TASK:
Once the line containing "Road topology of" is found in the data below, output that line and every line after it through the last, unchanged and with nothing else.

RECORDS FOR THIS TASK:
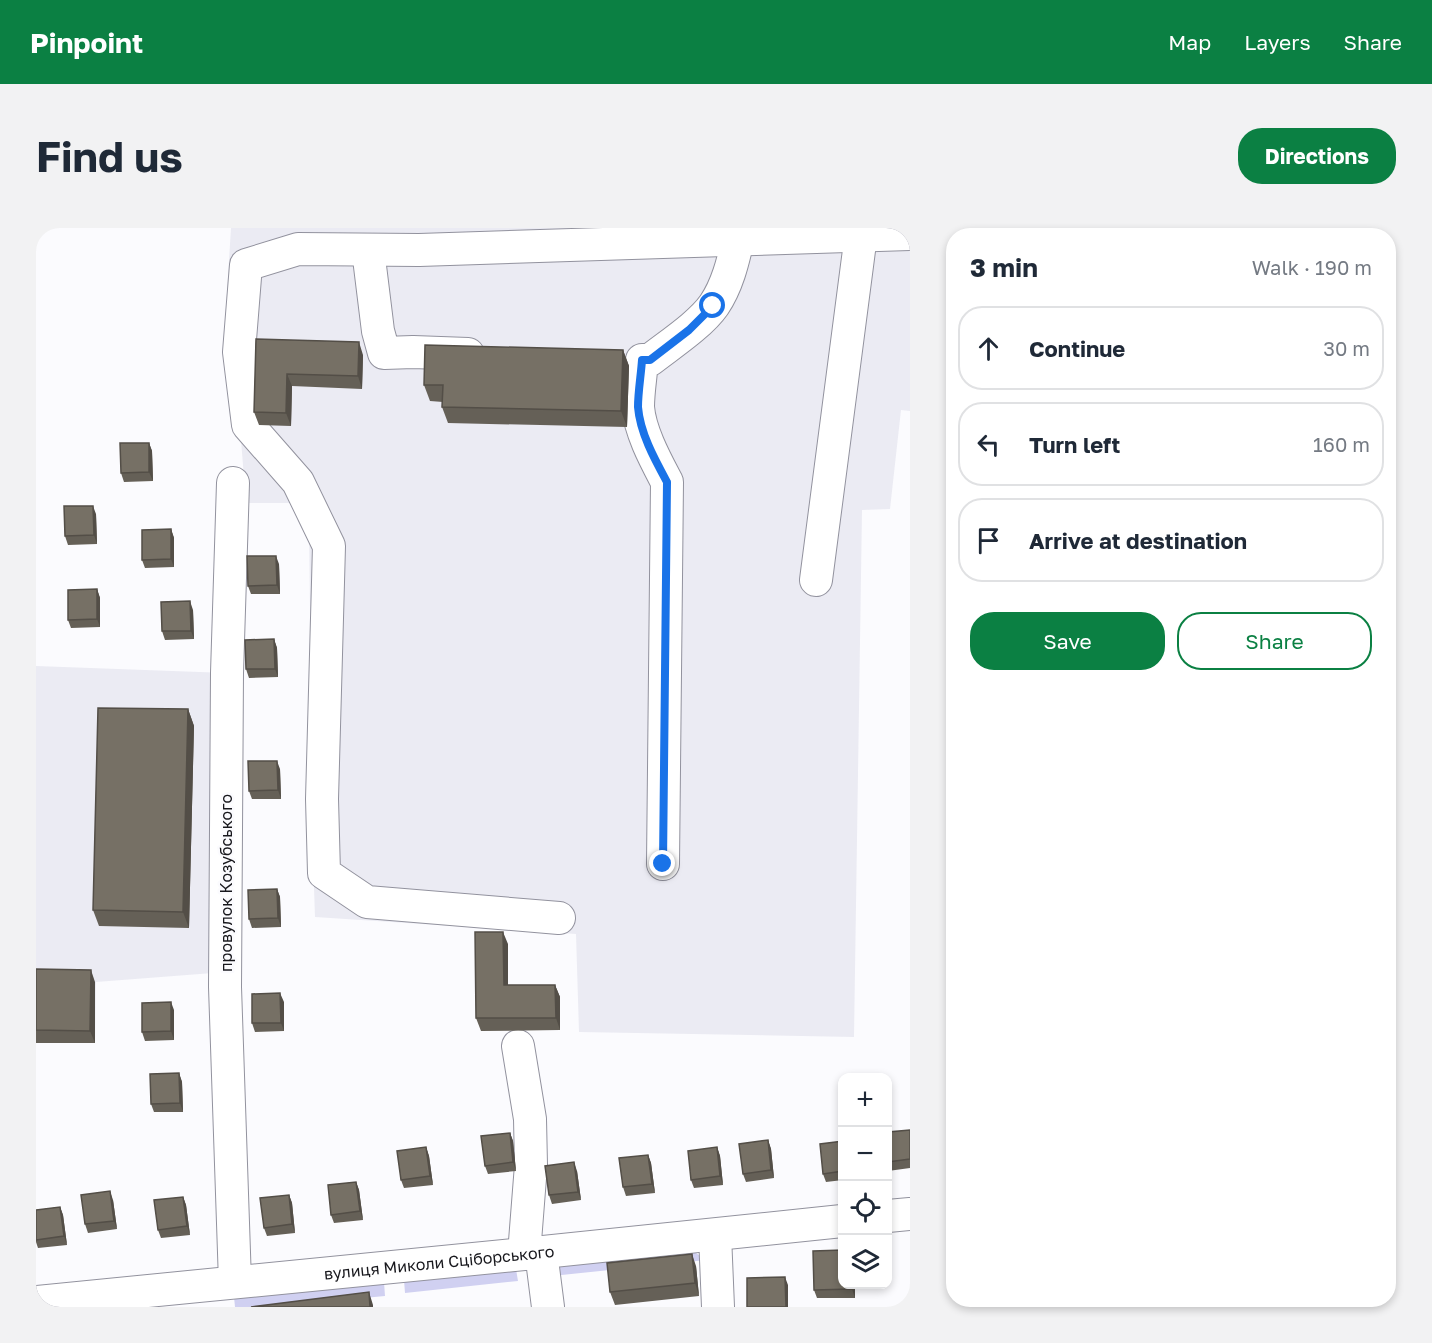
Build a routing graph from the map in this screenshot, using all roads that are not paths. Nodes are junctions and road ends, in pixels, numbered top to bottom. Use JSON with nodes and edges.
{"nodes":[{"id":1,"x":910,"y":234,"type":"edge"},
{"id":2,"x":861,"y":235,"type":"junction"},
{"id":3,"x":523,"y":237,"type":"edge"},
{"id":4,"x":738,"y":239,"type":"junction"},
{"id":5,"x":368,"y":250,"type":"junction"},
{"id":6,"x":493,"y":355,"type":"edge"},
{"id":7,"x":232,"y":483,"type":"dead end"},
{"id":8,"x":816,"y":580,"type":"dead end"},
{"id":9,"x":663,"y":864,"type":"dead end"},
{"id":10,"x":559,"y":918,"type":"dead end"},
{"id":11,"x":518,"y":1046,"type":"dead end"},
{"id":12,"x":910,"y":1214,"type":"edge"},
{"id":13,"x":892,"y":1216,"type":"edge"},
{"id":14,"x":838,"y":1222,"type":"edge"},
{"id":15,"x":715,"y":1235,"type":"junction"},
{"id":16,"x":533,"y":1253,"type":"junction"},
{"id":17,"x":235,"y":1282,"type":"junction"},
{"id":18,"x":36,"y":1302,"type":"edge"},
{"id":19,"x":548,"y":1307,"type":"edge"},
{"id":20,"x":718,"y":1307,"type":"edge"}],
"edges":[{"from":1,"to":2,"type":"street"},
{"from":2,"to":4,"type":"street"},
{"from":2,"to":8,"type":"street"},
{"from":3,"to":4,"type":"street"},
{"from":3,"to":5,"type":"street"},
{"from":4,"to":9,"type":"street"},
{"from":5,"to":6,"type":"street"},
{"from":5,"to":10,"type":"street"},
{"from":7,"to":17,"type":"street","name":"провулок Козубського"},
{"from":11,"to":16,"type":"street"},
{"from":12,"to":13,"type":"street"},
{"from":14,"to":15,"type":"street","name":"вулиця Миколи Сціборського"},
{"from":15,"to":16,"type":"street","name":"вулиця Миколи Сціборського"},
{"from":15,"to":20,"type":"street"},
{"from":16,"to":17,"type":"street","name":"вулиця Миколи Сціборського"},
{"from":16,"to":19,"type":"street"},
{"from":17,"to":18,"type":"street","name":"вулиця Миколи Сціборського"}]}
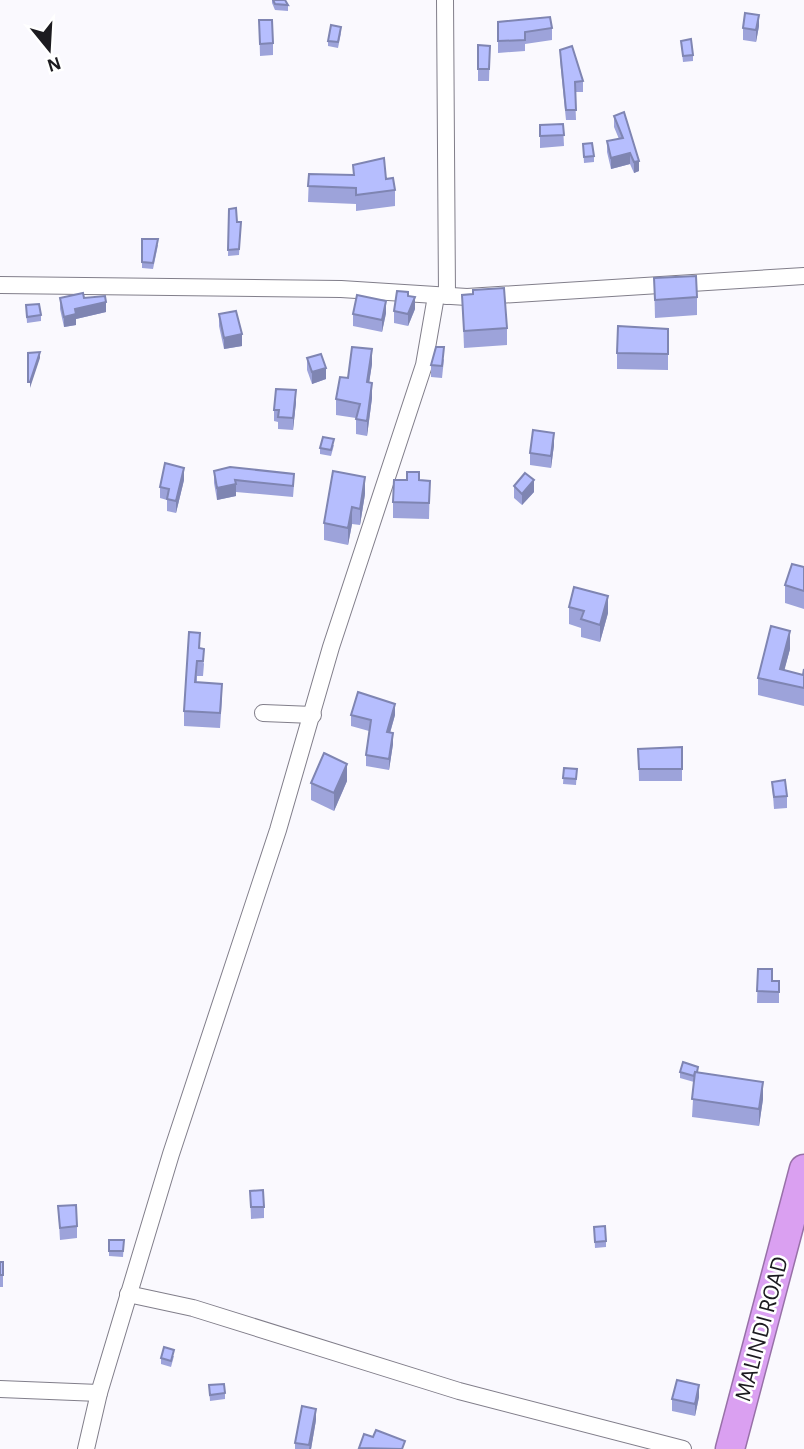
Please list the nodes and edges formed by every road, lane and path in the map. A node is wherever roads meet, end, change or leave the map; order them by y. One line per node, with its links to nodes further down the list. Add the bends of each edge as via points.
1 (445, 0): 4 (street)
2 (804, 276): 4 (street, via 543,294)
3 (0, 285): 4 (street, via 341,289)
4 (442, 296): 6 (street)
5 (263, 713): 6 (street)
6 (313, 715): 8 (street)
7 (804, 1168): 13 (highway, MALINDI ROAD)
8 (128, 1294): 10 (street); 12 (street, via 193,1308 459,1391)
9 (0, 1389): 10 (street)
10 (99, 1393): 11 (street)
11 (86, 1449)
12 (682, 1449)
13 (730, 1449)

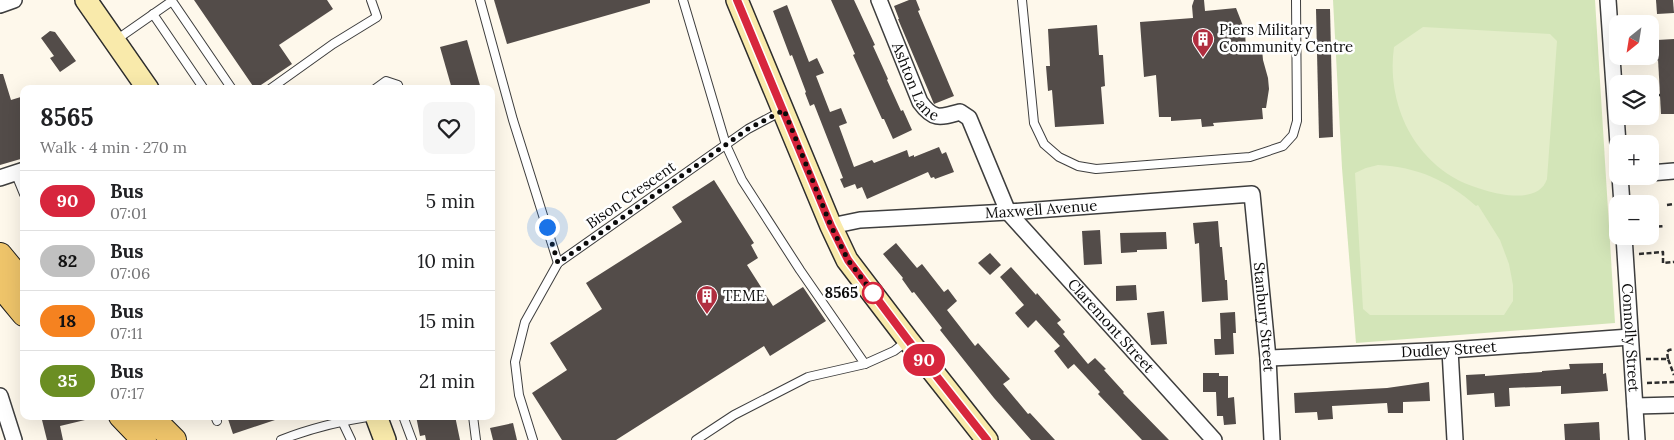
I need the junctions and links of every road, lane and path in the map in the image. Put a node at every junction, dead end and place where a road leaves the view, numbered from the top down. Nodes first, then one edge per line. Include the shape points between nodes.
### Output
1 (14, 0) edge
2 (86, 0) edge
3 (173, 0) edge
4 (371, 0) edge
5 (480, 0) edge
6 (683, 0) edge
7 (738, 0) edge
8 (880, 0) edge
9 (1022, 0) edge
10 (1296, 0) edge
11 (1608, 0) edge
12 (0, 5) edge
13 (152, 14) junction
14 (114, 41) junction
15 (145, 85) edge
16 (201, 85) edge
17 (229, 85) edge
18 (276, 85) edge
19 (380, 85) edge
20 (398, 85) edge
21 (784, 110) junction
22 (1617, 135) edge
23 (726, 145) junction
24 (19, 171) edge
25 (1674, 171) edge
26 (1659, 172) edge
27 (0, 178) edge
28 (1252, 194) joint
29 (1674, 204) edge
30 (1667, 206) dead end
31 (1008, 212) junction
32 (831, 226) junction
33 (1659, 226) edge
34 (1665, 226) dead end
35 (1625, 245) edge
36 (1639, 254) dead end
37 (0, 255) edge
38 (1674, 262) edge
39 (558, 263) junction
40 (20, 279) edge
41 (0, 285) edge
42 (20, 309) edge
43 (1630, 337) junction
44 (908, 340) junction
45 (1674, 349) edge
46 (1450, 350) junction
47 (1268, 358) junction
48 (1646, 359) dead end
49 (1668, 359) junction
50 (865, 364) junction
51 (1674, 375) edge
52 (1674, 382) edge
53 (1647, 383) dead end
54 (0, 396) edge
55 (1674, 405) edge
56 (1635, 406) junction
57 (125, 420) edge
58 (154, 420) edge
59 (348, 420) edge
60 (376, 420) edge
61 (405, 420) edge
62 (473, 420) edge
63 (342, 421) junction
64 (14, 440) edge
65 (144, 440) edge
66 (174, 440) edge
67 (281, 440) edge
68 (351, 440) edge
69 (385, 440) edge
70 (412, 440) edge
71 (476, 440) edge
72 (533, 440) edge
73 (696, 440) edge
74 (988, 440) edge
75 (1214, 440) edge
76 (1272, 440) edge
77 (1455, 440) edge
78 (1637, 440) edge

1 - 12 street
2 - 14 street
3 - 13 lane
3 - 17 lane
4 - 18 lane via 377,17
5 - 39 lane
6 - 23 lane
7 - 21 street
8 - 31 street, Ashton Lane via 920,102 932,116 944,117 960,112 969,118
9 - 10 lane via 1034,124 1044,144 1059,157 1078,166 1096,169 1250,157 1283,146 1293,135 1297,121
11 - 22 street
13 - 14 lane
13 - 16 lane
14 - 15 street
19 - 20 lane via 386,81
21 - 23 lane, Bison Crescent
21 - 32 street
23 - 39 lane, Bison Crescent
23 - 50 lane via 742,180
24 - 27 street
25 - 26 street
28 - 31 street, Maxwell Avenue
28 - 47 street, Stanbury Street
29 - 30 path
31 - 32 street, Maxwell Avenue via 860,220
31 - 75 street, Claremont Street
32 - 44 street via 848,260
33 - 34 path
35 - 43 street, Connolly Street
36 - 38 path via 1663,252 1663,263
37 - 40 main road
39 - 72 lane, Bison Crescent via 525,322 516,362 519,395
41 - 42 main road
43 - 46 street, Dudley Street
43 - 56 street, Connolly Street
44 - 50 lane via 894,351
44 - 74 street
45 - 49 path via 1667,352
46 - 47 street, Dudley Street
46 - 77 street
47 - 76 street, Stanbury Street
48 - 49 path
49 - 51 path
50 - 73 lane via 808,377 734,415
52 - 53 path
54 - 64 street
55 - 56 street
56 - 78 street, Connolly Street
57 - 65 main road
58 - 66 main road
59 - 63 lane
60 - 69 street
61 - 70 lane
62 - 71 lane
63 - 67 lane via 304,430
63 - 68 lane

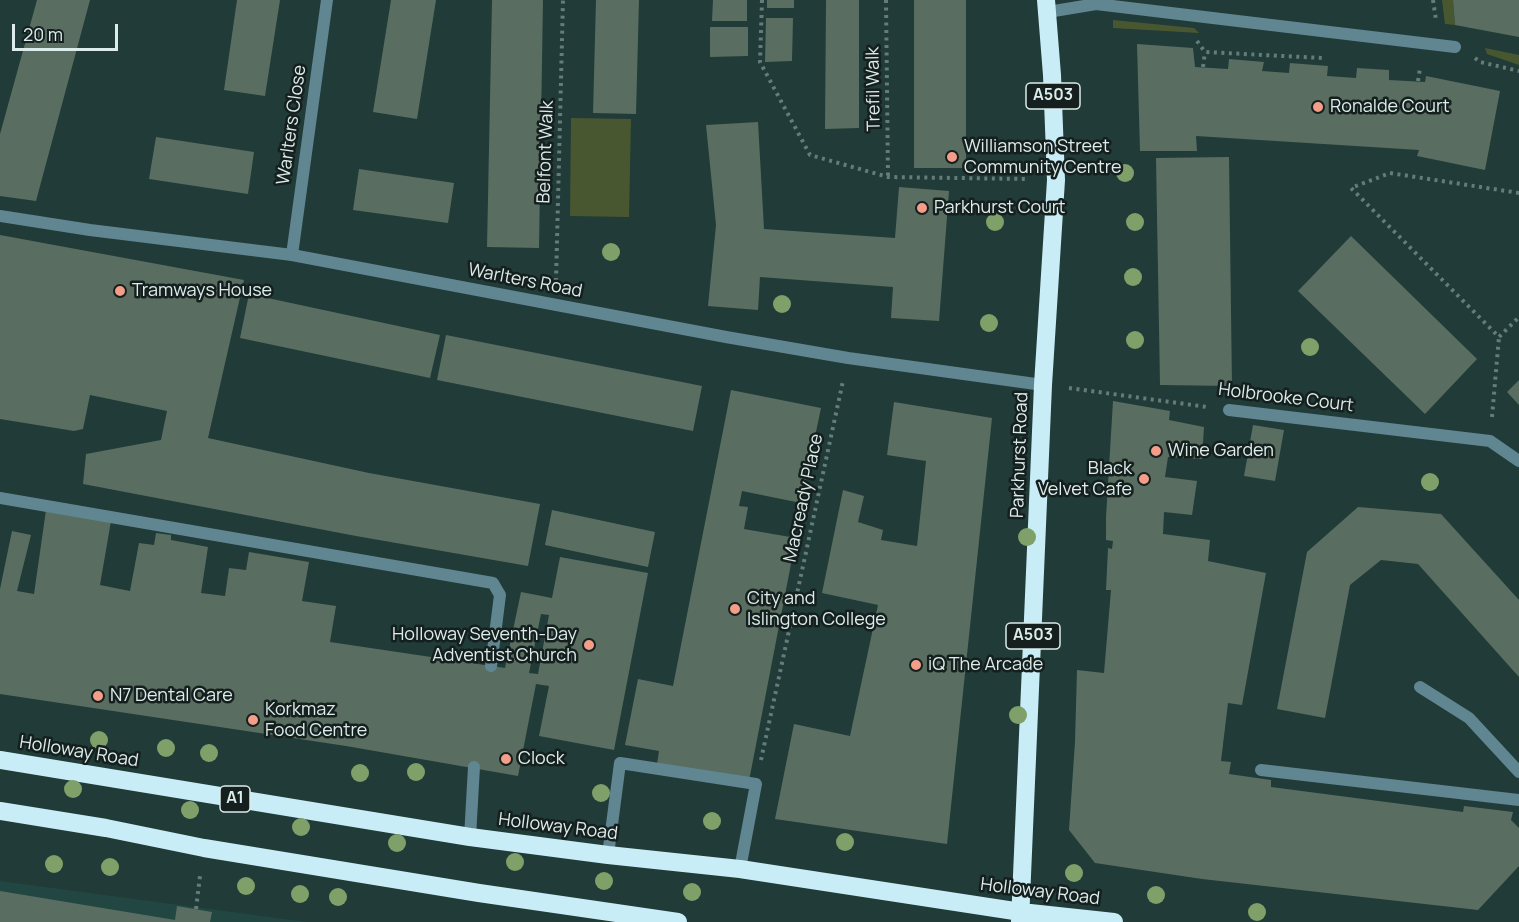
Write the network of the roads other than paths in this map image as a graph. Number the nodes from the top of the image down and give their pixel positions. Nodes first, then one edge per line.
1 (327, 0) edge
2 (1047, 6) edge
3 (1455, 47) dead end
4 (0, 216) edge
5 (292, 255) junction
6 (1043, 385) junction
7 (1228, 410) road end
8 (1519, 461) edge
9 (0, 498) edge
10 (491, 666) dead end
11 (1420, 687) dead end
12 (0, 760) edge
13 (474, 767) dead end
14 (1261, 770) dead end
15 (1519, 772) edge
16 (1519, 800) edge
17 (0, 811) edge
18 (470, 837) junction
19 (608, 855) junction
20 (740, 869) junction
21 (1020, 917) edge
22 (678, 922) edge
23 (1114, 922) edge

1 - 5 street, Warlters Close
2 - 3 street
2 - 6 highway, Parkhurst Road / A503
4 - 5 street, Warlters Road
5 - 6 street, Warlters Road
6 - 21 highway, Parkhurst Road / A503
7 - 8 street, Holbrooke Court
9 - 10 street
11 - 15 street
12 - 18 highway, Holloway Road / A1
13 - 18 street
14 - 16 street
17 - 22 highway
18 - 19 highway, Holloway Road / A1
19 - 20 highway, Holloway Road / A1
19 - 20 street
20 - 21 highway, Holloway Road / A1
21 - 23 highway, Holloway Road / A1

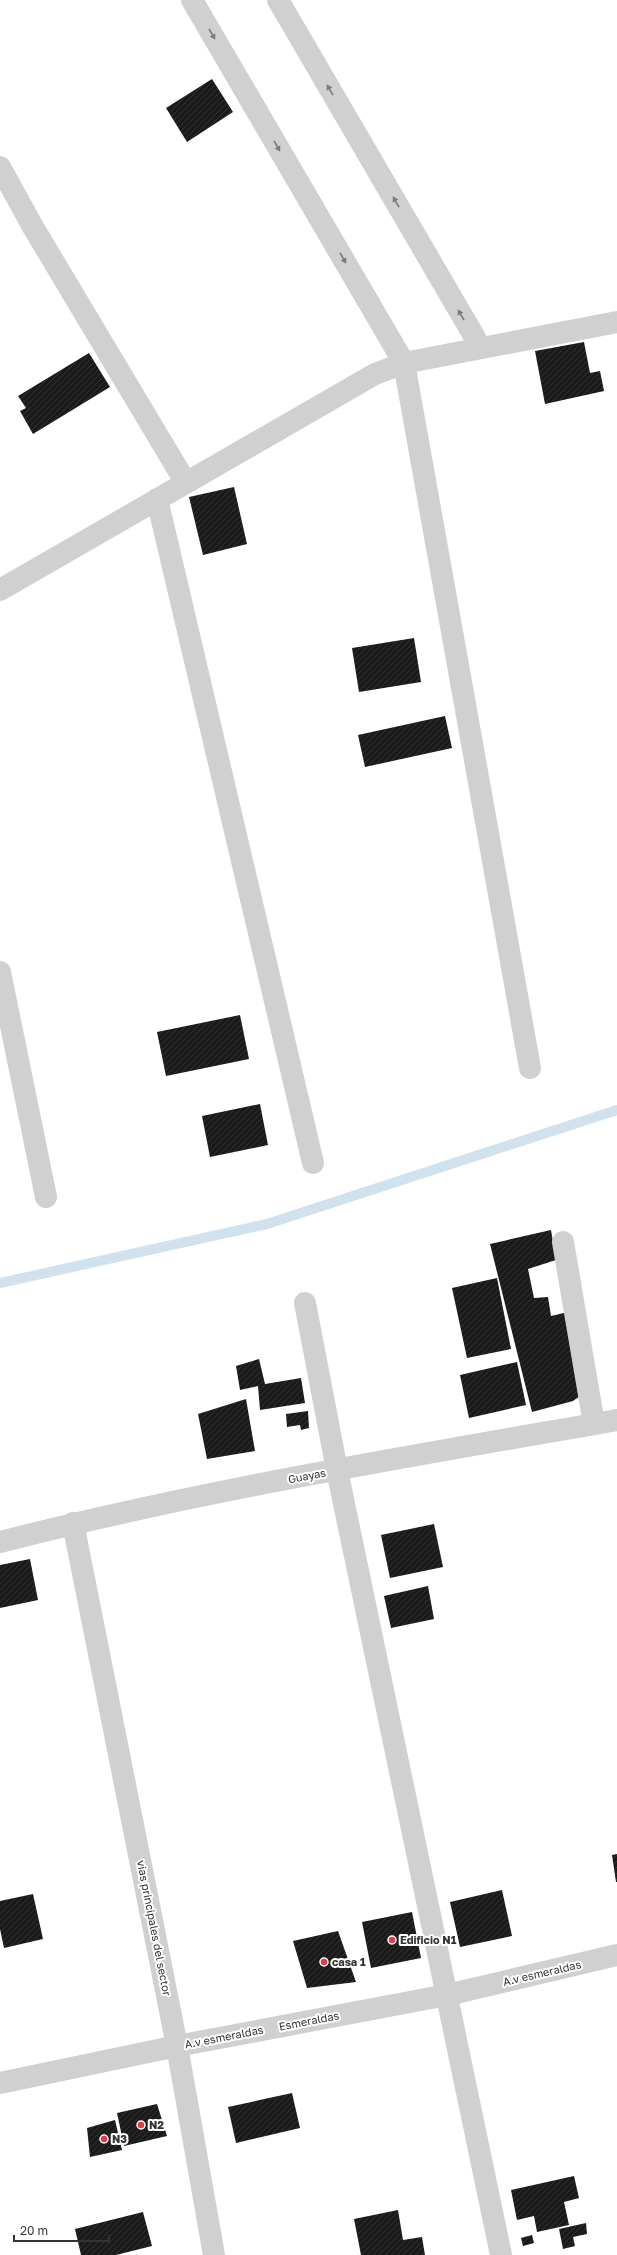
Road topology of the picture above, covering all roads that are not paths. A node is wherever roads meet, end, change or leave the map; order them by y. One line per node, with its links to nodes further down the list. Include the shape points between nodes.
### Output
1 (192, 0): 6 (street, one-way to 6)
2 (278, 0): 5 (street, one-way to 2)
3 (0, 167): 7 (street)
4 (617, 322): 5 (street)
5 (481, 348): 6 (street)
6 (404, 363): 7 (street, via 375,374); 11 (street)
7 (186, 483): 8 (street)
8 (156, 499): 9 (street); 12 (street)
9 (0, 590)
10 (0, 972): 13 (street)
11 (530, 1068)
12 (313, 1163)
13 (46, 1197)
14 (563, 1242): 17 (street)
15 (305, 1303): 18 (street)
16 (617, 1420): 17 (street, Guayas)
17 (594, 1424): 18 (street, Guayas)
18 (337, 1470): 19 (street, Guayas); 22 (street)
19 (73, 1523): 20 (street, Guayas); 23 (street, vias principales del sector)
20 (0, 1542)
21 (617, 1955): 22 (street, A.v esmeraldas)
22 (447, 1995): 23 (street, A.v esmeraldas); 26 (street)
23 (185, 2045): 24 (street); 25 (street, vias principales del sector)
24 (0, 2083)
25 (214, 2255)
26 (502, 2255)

RESULT:
Road topology of the picture above, covering all roads that are not paths. A node is wherever roads meet, end, change or leave the map; order them by y. One line per node, with its links to nodes further down the list. Include the shape points between nodes.
### Output
1 (192, 0): 6 (street, one-way to 6)
2 (278, 0): 5 (street, one-way to 2)
3 (0, 167): 7 (street)
4 (617, 322): 5 (street)
5 (481, 348): 6 (street)
6 (404, 363): 7 (street, via 375,374); 11 (street)
7 (186, 483): 8 (street)
8 (156, 499): 9 (street); 12 (street)
9 (0, 590)
10 (0, 972): 13 (street)
11 (530, 1068)
12 (313, 1163)
13 (46, 1197)
14 (563, 1242): 17 (street)
15 (305, 1303): 18 (street)
16 (617, 1420): 17 (street, Guayas)
17 (594, 1424): 18 (street, Guayas)
18 (337, 1470): 19 (street, Guayas); 22 (street)
19 (73, 1523): 20 (street, Guayas); 23 (street, vias principales del sector)
20 (0, 1542)
21 (617, 1955): 22 (street, A.v esmeraldas)
22 (447, 1995): 23 (street, A.v esmeraldas); 26 (street)
23 (185, 2045): 24 (street); 25 (street, vias principales del sector)
24 (0, 2083)
25 (214, 2255)
26 (502, 2255)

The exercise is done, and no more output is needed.